« Le football existe depuis des années et des années. La Super Ligue n’avait pas à cœur de défendre les intérêts du football », estime le président du Paris Saint-Germain Nasser Al-Khelaïfi.

«Vous pouvez envisager des changements mais pas briser la tradition qui fait que chaque club peut espérer atteindre ses rêves », a insisté le président parisien dans des déclarations à l’AFP, resté loyal dans cette crise à l’UEFA et à sa Ligue des champions, compétition phare du ballon rond en Europe depuis 1955. En récompense, Nasser Al-Khelaïfi, qui occupe une fonction stratégique en tant que président de beIN Média, a été nommé à la tête de l’Association européenne des clubs (ECA), à la place d’Andrea Agnelli (Juventus), l’un des leaders de la mutinerie.
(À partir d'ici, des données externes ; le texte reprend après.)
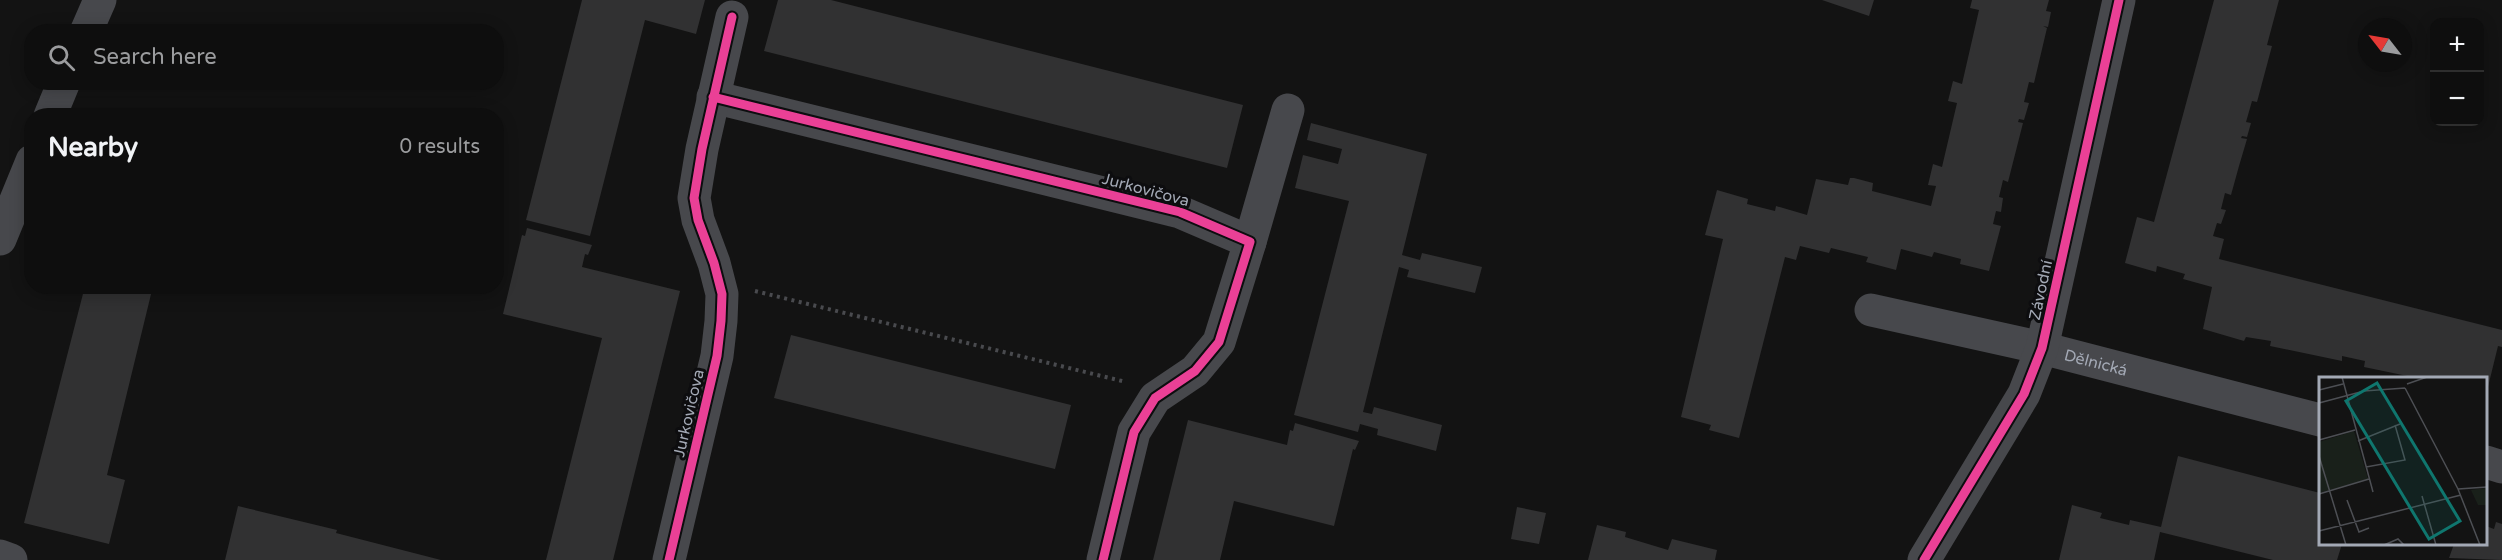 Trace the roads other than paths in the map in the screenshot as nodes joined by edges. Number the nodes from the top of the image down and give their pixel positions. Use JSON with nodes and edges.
{"nodes":[{"id":1,"x":100,"y":0,"type":"edge"},
{"id":2,"x":2119,"y":0,"type":"edge"},
{"id":3,"x":732,"y":17,"type":"dead end"},
{"id":4,"x":90,"y":24,"type":"edge"},
{"id":5,"x":61,"y":90,"type":"edge"},
{"id":6,"x":713,"y":97,"type":"junction"},
{"id":7,"x":53,"y":108,"type":"edge"},
{"id":8,"x":1288,"y":110,"type":"dead end"},
{"id":9,"x":24,"y":180,"type":"edge"},
{"id":10,"x":0,"y":239,"type":"edge"},
{"id":11,"x":1250,"y":242,"type":"junction"},
{"id":12,"x":1871,"y":310,"type":"dead end"},
{"id":13,"x":2042,"y":348,"type":"junction"},
{"id":14,"x":2319,"y":420,"type":"edge"},
{"id":15,"x":2487,"y":462,"type":"edge"},
{"id":16,"x":2502,"y":467,"type":"edge"},
{"id":17,"x":0,"y":556,"type":"edge"},
{"id":18,"x":11,"y":560,"type":"edge"},
{"id":19,"x":669,"y":560,"type":"edge"},
{"id":20,"x":1103,"y":560,"type":"edge"},
{"id":21,"x":1924,"y":560,"type":"edge"}],
"edges":[{"from":1,"to":4,"type":"street"},
{"from":2,"to":13,"type":"street","name":"Závodní"},
{"from":3,"to":6,"type":"street","name":"Jurkovičova"},
{"from":5,"to":7,"type":"street"},
{"from":6,"to":11,"type":"street","name":"Jurkovičova"},
{"from":6,"to":19,"type":"street","name":"Jurkovičova"},
{"from":8,"to":11,"type":"street"},
{"from":9,"to":10,"type":"street"},
{"from":11,"to":20,"type":"street"},
{"from":12,"to":13,"type":"street","name":"Dělnická"},
{"from":13,"to":14,"type":"street","name":"Dělnická"},
{"from":13,"to":21,"type":"street","name":"Závodní"},
{"from":15,"to":16,"type":"street"},
{"from":17,"to":18,"type":"street"}]}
Pour le dirigeant qatarien, le fait que le projet de Super Ligue prévoyait de rassembler chaque saison 15 clubs « fondateurs », qualifiés d’office, et seulement cinq équipes sélectionnées sur critères sportifs était une ligne rouge en opposition totale avec la tradition méritocratique du football européen. « Toutes les équipes doivent avoir la possibilité de participer un jour aux plus grandes compétitions, et tout en restant sous l’aile de l’UEFA », a fait valoir Nasser Al-Khelaïfi, tout en assurant être ouvert à des évolutions du format de la compétition reine. « La Ligue des champions est une marque très solide qui doit être préservée, mais nous devons toujours pouvoir nous adapter au marché, et c’est vrai pour toutes les compétitions, domestiques ou internationales », a-t-il conclu.